Top of Dataset excerpts

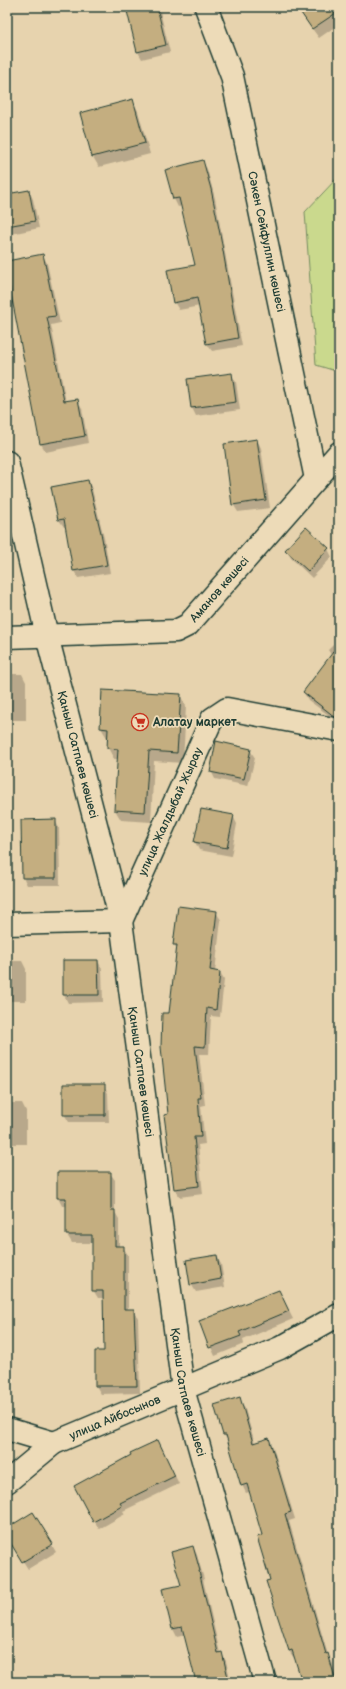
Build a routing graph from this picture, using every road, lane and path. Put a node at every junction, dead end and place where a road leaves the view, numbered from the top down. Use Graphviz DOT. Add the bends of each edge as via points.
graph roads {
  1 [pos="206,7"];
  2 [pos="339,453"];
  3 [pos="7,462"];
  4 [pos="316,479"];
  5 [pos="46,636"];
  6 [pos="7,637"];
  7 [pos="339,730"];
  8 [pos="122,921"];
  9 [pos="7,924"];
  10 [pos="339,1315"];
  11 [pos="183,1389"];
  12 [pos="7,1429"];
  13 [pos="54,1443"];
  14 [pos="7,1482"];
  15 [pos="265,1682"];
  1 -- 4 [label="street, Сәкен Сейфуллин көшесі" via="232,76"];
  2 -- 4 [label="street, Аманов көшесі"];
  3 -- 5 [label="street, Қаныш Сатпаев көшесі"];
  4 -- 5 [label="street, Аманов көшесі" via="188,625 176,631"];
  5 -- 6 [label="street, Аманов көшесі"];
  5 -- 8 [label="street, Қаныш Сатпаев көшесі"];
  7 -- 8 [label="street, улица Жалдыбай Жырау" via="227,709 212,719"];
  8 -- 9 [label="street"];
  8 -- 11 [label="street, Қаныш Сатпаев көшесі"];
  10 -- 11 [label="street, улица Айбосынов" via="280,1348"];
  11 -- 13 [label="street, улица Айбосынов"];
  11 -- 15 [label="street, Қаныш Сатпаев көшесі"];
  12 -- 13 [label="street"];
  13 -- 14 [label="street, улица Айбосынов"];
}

Bottom of Dataset excerpts

## Exercise details
Write out all of the data above exactly, pictures excluded.

## Solution to this exercise
Build a routing graph from this picture, using every road, lane and path. Put a node at every junction, dead end and place where a road leaves the view, numbered from the top down. Use Graphviz DOT. Add the bends of each edge as via points.
graph roads {
  1 [pos="206,7"];
  2 [pos="339,453"];
  3 [pos="7,462"];
  4 [pos="316,479"];
  5 [pos="46,636"];
  6 [pos="7,637"];
  7 [pos="339,730"];
  8 [pos="122,921"];
  9 [pos="7,924"];
  10 [pos="339,1315"];
  11 [pos="183,1389"];
  12 [pos="7,1429"];
  13 [pos="54,1443"];
  14 [pos="7,1482"];
  15 [pos="265,1682"];
  1 -- 4 [label="street, Сәкен Сейфуллин көшесі" via="232,76"];
  2 -- 4 [label="street, Аманов көшесі"];
  3 -- 5 [label="street, Қаныш Сатпаев көшесі"];
  4 -- 5 [label="street, Аманов көшесі" via="188,625 176,631"];
  5 -- 6 [label="street, Аманов көшесі"];
  5 -- 8 [label="street, Қаныш Сатпаев көшесі"];
  7 -- 8 [label="street, улица Жалдыбай Жырау" via="227,709 212,719"];
  8 -- 9 [label="street"];
  8 -- 11 [label="street, Қаныш Сатпаев көшесі"];
  10 -- 11 [label="street, улица Айбосынов" via="280,1348"];
  11 -- 13 [label="street, улица Айбосынов"];
  11 -- 15 [label="street, Қаныш Сатпаев көшесі"];
  12 -- 13 [label="street"];
  13 -- 14 [label="street, улица Айбосынов"];
}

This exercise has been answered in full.